Germany, the ECB’s largest shareholder, opposes to help for indebted states -Sources

According to the sources, Germany, the biggest shareholder in the European Central Bank, is against providing assistance to troubled governments.
In an impromptu meeting on June 15, ECB officials agreed to buy more debt from countries with high levels of debt in order to close the gap between their borrowing costs and Germany’s as the organisation prepared to raise interest rates.

Joachim Nagel, the president of the Bundesbank, objected to the ECB’s promise to provide further assistance for the region’s problematic south during an emergency meeting last month, causing a breach between the ECB and its biggest shareholder, according to sources who spoke to Reuters.

Nevertheless, three persons who wished to remain anonymous due to the nature of Governing Council meetings said that Nagel argued that the ECB should instead focus on combating increasing inflation.

ECB and Bundesbank spokesmen declined to comment for this story.

According to the sources, since the virtual conference was planned on such short notice, governors had little time to review the required documents and some of them were unable to attend.

ECB officials who have publicly commented after the conference, including two critical policy hawks from the Netherlands and Belgium, Klaas Knot and Pierre Wunsch, have backed President Christine Lagarde’s resolve to tackle fragmentation. Nagel’s opposition didn’t seem to be an insurmountable barrier, so to speak.

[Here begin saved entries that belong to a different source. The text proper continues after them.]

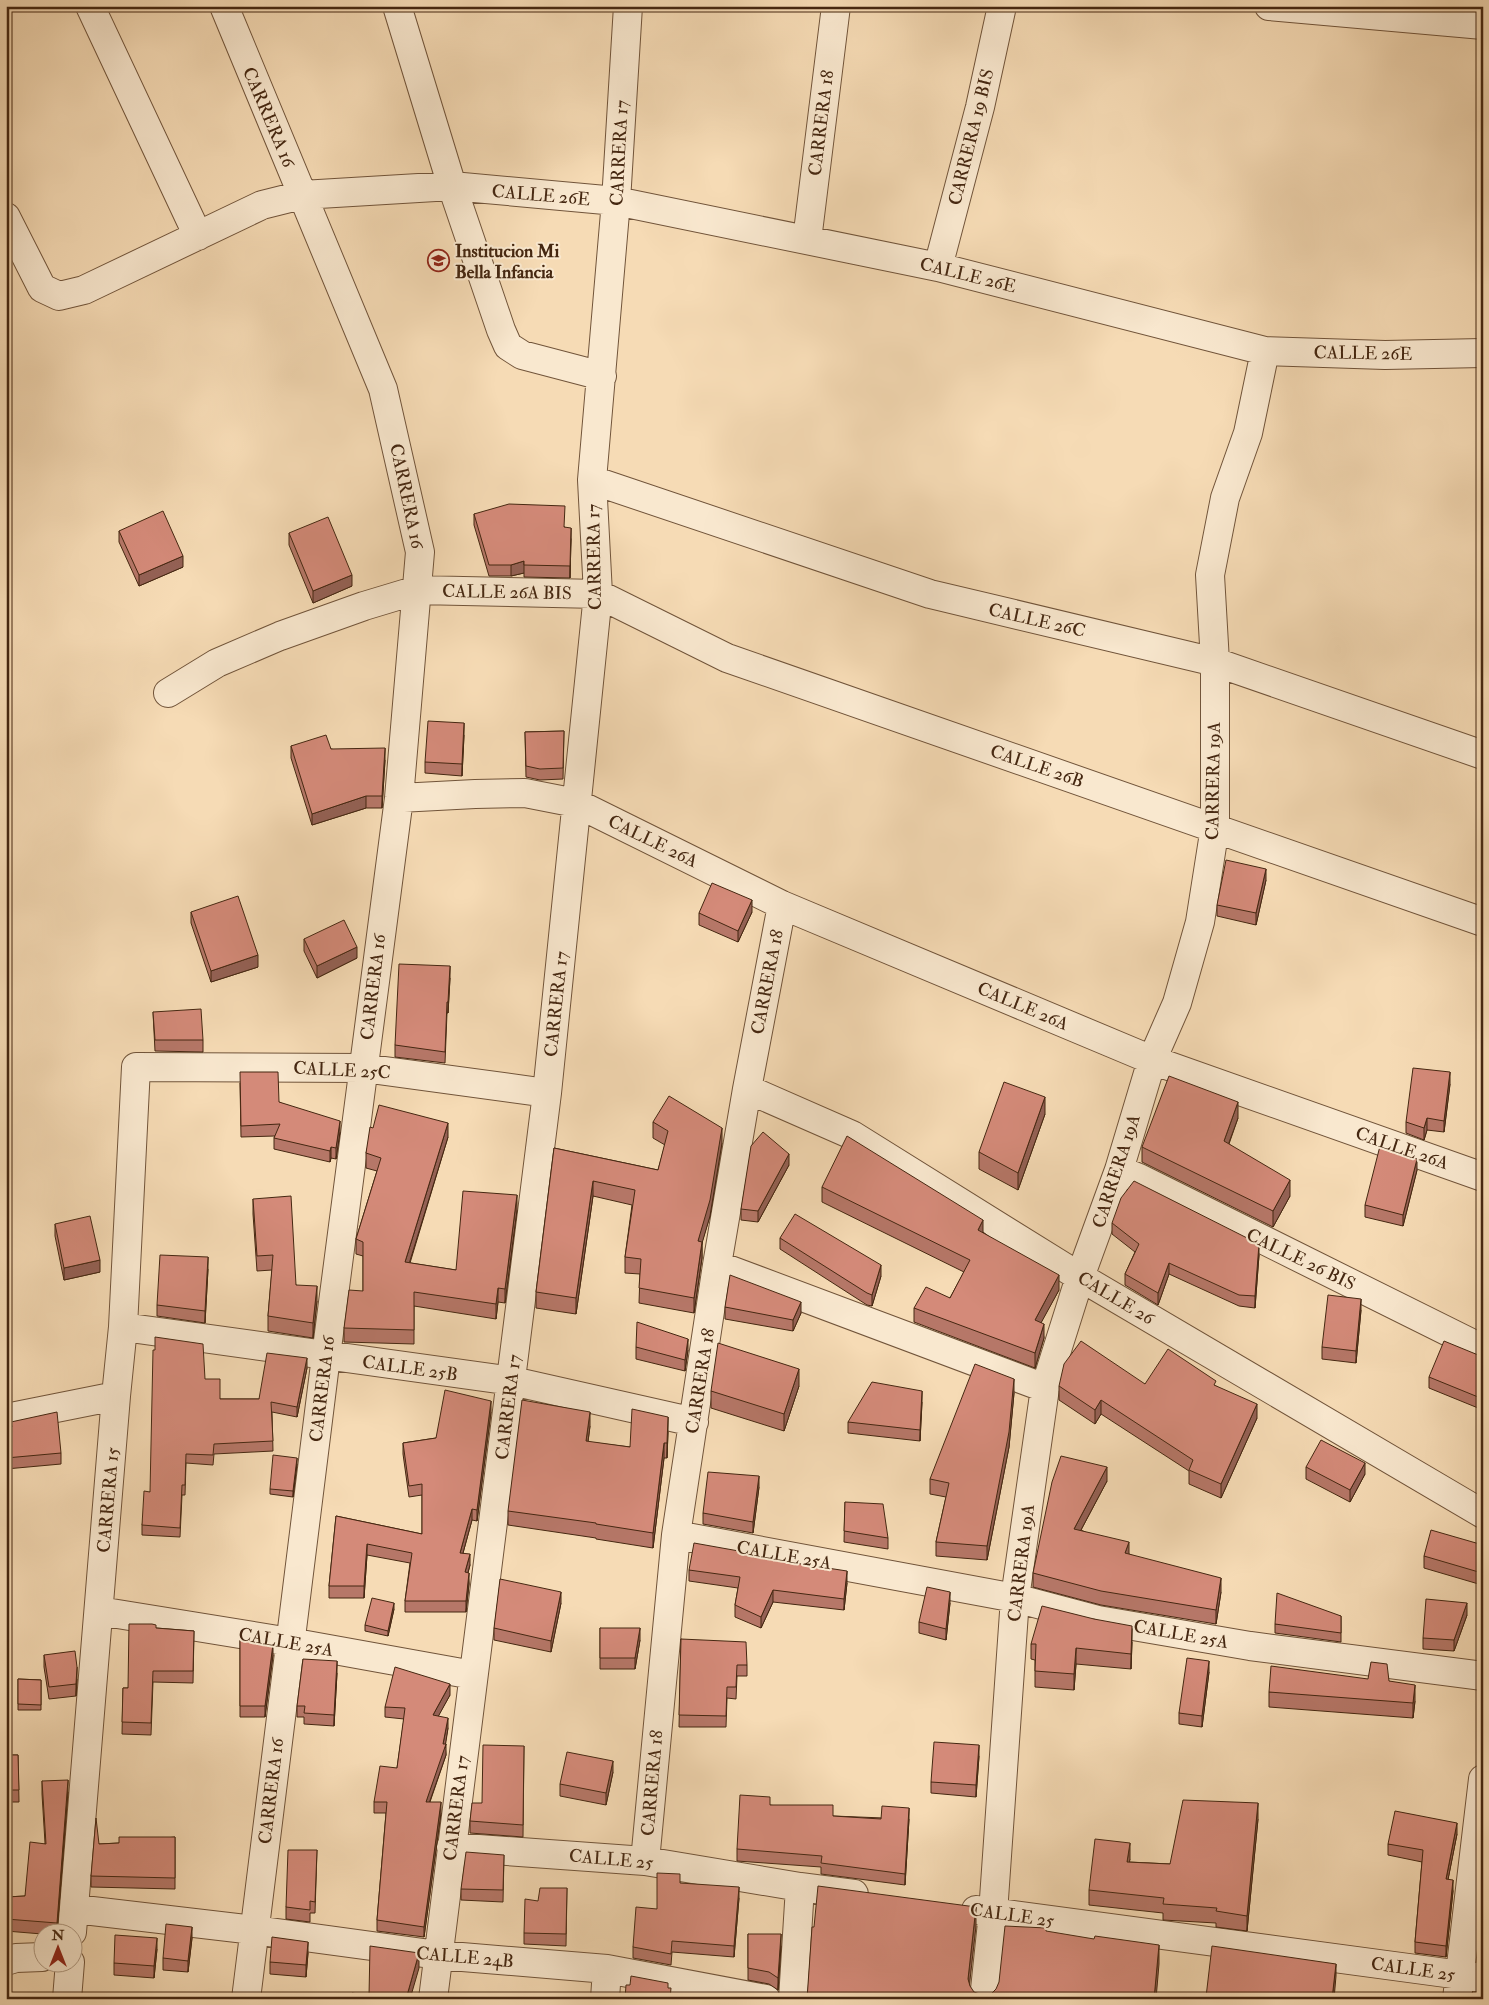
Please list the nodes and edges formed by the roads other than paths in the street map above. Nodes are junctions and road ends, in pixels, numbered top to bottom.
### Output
1 (90, 6) edge
2 (224, 6) edge
3 (397, 6) edge
4 (628, 6) edge
5 (836, 6) edge
6 (1002, 6) edge
7 (1269, 6) edge
8 (1301, 8) edge
9 (1483, 25) edge
10 (452, 186) junction
11 (302, 194) junction
12 (616, 202) junction
13 (6, 217) edge
14 (198, 236) junction
15 (807, 240) junction
16 (938, 267) junction
17 (1265, 351) junction
18 (1483, 353) edge
19 (602, 376) junction
20 (592, 480) junction
21 (417, 590) junction
22 (598, 594) junction
23 (1215, 662) junction
24 (168, 693) dead end
25 (1483, 755) edge
26 (398, 798) junction
27 (576, 803) junction
28 (1215, 827) junction
29 (782, 905) junction
30 (1483, 922) edge
31 (1152, 1060) junction
32 (136, 1067) joint
33 (363, 1068) junction
34 (747, 1089) junction
35 (547, 1093) junction
36 (1119, 1170) junction
37 (1483, 1177) edge
38 (717, 1265) junction
39 (1080, 1277) junction
40 (123, 1327) junction
41 (1483, 1349) edge
42 (326, 1356) junction
43 (512, 1381) junction
44 (1045, 1388) junction
45 (116, 1396) junction
46 (6, 1418) edge
47 (694, 1422) junction
48 (1483, 1514) edge
49 (676, 1535) junction
50 (1015, 1598) junction
51 (99, 1610) junction
52 (290, 1642) junction
53 (473, 1675) junction
54 (1483, 1676) edge
55 (1483, 1780) edge
56 (451, 1847) junction
57 (645, 1861) junction
58 (800, 1887) junction
59 (877, 1897) edge
60 (954, 1908) edge
61 (993, 1913) junction
62 (74, 1921) edge
63 (254, 1930) junction
64 (438, 1955) junction
65 (32, 1958) edge
66 (6, 1961) edge
67 (607, 1969) junction
68 (69, 1972) edge
69 (1467, 1984) edge
70 (67, 1999) edge
71 (246, 1999) edge
72 (433, 1999) edge
73 (605, 1999) edge
74 (766, 1999) edge
75 (793, 1999) edge
76 (984, 1999) edge

1 - 14 street
2 - 11 street, CARRERA 16
3 - 10 street
4 - 12 street, CARRERA 17
5 - 15 street, CARRERA 18
6 - 16 street, CARRERA 19 BIS
7 - 8 street
8 - 9 street
10 - 11 street, CALLE 26E
10 - 12 street, CALLE 26E
10 - 19 street
11 - 14 street, CALLE 26E
11 - 21 street, CARRERA 16
12 - 15 street, CALLE 26E
12 - 19 street, CARRERA 17
13 - 14 street, CALLE 26E
15 - 16 street, CALLE 26E
16 - 17 street, CALLE 26E
17 - 18 street, CALLE 26E
17 - 23 street, CARRERA 19A
19 - 20 street, CARRERA 17
20 - 22 street, CARRERA 17
20 - 23 street, CALLE 26C
21 - 22 street, CALLE 26A BIS
21 - 24 street, CALLE 26A BIS
21 - 26 street, CARRERA 16
22 - 27 street, CARRERA 17
22 - 28 street, CALLE 26B
23 - 25 street, CALLE 26C
23 - 28 street, CARRERA 19A
26 - 27 street, CALLE 26A
26 - 33 street, CARRERA 16
27 - 29 street, CALLE 26A
27 - 35 street, CARRERA 17
28 - 30 street, CALLE 26B
28 - 31 street, CARRERA 19A
29 - 31 street, CALLE 26A
29 - 34 street, CARRERA 18
31 - 36 street, CARRERA 19A
31 - 37 street, CALLE 26A
32 - 33 street, CALLE 25C
32 - 40 street, CARRERA 15
33 - 35 street, CALLE 25C
33 - 42 street, CARRERA 16
34 - 38 street, CARRERA 18
34 - 39 street, CALLE 26
35 - 43 street, CARRERA 17
36 - 39 street, CARRERA 19A
36 - 41 street, CALLE 26 BIS
38 - 44 street
38 - 47 street, CARRERA 18
39 - 44 street, CARRERA 19A
39 - 48 street, CALLE 26
40 - 42 street, CALLE 25B
40 - 45 street, CARRERA 15
42 - 43 street, CALLE 25B
42 - 52 street, CARRERA 16
43 - 47 street, CALLE 25B
43 - 53 street, CARRERA 17
44 - 50 street, CARRERA 19A
45 - 46 street
45 - 51 street, CARRERA 15
47 - 49 street, CARRERA 18
49 - 50 street, CALLE 25A
49 - 57 street, CARRERA 18
50 - 54 street, CALLE 25A
50 - 61 street, CARRERA 19A
51 - 52 street, CALLE 25A
51 - 62 street, CARRERA 15
52 - 53 street, CALLE 25A
52 - 63 street, CARRERA 16
53 - 56 street, CARRERA 17
55 - 69 street
56 - 57 street, CALLE 25
56 - 64 street, CARRERA 17
57 - 58 street, CALLE 25
58 - 59 street, CALLE 25
58 - 75 street
60 - 61 street, CALLE 25
61 - 69 street, CALLE 25
61 - 76 street, CARRERA 19A
62 - 63 street, CALLE 24B
63 - 64 street, CALLE 24B
63 - 71 street, CARRERA 16
64 - 67 street, CALLE 24B
64 - 72 street, CARRERA 17
65 - 66 street
67 - 73 street
67 - 74 street, CALLE 24B
68 - 70 street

The apparent disagreement between Lagarde and Nagel was, however, their first since the latter’s arrival in January. The Bundesbank was the ECB’s sharpest critic for years under Jens Weidmann and Mario Draghi, Nagel and Lagarde’s predecessors.

Ever since, Lagarde and Nagel have attempted to come to terms with their differences, with the former enabling national central bank presidents to participate in policy debates with a stronger voice and the latter refraining from overtly criticising decisions.

The highest inflation rate since the 1970s and the notion that ECB policy was meant to help extremely indebted nations like Italy and Greece rather than regulate prices, however, have led to criticism of Nagel back home.

Piet Christiansen, an economist at Danske Bank, said, “I think basically it is the bare minimum of what might be expected, but I also feel it’s the best practical consequence of what they could concede today.”

He continued by saying that delegating planning to employees gave decision-makers time to observe how the market would settle on its own.


The statement, however, also sparked criticism from individuals who thought the ECB could have gone too far.

Following the ECB pronouncement, the euro dropped by around 0.5 percent versus the dollar, although Italian rates dropped by about 2 basis points after a short rise. The ECB intends to lower yield spreads by using the proceeds from Germany and other north European nation bond maturities to buy more Italian, Greek, Spanish, and Portuguese debt. In order to deploy more cash to buy even more southern European bonds, it is also creating a new product.

The sources noted that Germany would likely fall below its quota of the ECB’s bond holdings as a consequence, since the purchases of peripheral bonds are unlikely to be matched by higher purchases of core paper in the future.

Even if such sales are unlikely, the Bundesbank would suffer losses if forced to sell German bonds to offset foreign debt acquisitions. Reuters was told by sources that when it came to draining cash, the ECB favoured “liquidity-absorbing” auctions for banks over outright bond sales.

The ECB’s action coincides with the day the U.S. Federal Reserve is likely to raise interest rates; speculators have sharply increased their bets on a rise of 75 basis points, which has sparked a major sell-off on global markets.

Some of the criteria that could be attached to the new tool to buy more southern European bonds are the ECB’s assessment of whether a country’s debt is sustainable and whether the country follows the budgetary and economic recommendations of the European Commission.